| What is required |
Identify all lines of the data containing the string "roads" and copy them.

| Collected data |

========================================================================

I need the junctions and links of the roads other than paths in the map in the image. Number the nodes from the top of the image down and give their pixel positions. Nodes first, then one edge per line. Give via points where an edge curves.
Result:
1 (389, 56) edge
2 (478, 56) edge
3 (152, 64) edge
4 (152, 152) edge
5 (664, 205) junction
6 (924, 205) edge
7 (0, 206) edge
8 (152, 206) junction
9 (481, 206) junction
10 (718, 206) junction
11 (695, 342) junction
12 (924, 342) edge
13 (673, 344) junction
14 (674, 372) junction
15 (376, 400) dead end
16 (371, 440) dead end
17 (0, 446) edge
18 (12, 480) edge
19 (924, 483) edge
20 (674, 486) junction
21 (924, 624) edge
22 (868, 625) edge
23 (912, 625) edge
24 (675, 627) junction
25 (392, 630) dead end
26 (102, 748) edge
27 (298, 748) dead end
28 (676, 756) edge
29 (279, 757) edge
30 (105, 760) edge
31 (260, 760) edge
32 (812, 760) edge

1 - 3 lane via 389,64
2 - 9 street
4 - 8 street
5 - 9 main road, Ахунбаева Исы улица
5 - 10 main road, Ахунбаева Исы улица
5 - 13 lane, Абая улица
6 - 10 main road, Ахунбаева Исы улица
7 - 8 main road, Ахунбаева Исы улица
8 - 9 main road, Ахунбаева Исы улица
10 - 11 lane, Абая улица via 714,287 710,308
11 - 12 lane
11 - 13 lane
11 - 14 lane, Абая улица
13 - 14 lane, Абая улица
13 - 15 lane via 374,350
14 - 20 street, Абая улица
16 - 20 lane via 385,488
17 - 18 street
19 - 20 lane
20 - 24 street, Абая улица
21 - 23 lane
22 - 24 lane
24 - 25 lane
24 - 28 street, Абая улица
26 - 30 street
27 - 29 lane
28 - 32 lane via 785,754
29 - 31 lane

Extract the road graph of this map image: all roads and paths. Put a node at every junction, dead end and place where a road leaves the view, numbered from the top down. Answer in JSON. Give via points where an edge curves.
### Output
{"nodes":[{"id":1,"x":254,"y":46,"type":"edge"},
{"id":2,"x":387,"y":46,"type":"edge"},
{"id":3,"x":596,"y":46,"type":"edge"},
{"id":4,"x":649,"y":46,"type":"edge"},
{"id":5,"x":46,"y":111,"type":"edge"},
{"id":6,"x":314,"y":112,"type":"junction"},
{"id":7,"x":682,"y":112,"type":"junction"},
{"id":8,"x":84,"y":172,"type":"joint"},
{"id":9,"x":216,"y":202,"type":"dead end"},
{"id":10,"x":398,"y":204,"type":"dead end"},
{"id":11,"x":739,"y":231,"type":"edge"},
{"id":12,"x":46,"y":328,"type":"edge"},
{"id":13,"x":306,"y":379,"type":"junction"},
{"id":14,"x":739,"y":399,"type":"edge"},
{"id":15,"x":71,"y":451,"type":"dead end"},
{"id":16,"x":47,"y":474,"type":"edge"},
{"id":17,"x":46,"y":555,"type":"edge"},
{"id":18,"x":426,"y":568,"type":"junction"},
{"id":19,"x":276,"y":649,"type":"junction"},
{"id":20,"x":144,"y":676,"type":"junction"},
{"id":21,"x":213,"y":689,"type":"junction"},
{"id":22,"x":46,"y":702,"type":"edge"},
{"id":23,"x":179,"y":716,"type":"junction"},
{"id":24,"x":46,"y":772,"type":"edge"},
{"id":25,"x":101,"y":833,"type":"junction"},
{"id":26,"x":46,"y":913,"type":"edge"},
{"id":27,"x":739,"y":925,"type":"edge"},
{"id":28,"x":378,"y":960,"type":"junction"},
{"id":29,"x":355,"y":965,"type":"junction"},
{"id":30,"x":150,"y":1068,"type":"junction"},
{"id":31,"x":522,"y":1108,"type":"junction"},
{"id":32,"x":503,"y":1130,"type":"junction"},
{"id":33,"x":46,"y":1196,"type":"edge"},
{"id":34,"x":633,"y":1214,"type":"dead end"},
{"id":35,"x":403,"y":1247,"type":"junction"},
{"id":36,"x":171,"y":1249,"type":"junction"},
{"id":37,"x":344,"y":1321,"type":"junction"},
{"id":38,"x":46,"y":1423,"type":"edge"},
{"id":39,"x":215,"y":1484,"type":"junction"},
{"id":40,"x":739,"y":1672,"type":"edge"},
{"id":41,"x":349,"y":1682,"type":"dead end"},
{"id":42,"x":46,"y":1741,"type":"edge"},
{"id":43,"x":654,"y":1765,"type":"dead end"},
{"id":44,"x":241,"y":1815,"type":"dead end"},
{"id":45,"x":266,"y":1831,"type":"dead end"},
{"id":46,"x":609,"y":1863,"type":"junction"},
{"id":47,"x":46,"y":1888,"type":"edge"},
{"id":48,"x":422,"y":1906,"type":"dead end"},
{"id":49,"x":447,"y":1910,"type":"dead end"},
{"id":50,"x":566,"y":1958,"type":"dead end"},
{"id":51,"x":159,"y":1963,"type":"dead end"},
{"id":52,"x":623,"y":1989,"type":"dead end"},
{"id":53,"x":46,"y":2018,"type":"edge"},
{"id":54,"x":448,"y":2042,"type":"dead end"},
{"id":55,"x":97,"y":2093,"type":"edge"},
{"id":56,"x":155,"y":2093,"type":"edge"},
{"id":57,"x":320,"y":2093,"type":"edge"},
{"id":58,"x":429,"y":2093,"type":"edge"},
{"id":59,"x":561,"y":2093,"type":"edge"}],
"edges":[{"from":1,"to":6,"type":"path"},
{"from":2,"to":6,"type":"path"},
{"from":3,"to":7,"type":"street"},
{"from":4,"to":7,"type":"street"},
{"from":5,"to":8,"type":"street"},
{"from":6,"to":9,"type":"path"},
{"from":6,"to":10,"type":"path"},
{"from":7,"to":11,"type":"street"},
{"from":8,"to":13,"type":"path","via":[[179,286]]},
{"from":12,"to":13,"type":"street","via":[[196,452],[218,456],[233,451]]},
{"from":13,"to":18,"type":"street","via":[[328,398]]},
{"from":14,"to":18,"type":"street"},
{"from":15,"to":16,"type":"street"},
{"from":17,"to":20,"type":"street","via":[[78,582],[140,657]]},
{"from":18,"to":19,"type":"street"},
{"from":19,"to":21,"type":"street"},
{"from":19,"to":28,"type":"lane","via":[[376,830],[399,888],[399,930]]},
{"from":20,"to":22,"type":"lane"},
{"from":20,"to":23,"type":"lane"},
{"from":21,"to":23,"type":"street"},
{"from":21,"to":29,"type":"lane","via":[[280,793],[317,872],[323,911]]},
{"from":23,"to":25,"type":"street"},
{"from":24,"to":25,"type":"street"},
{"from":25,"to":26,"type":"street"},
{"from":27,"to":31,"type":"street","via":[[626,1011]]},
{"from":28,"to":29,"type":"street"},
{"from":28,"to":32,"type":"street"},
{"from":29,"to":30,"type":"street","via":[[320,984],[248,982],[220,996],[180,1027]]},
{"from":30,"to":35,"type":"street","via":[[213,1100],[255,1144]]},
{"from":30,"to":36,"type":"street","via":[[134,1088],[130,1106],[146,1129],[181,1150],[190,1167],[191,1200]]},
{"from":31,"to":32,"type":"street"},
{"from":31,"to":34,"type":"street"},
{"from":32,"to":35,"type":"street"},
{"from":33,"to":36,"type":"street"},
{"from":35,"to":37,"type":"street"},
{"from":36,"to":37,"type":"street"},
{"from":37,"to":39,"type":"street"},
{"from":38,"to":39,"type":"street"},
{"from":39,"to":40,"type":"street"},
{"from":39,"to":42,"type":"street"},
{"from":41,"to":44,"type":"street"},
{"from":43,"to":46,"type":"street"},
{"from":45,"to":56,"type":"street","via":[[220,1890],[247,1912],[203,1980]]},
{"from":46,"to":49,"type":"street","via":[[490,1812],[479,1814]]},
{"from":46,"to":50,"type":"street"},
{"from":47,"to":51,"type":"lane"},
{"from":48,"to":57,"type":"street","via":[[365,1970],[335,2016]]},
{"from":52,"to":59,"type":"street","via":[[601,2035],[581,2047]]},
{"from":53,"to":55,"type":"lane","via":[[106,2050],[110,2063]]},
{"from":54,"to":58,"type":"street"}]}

========================================================================

| Answer for this exercise |
I need the junctions and links of the roads other than paths in the map in the image. Number the nodes from the top of the image down and give their pixel positions. Nodes first, then one edge per line. Give via points where an edge curves.
Extract the road graph of this map image: all roads and paths. Put a node at every junction, dead end and place where a road leaves the view, numbered from the top down. Answer in JSON. Give via points where an edge curves.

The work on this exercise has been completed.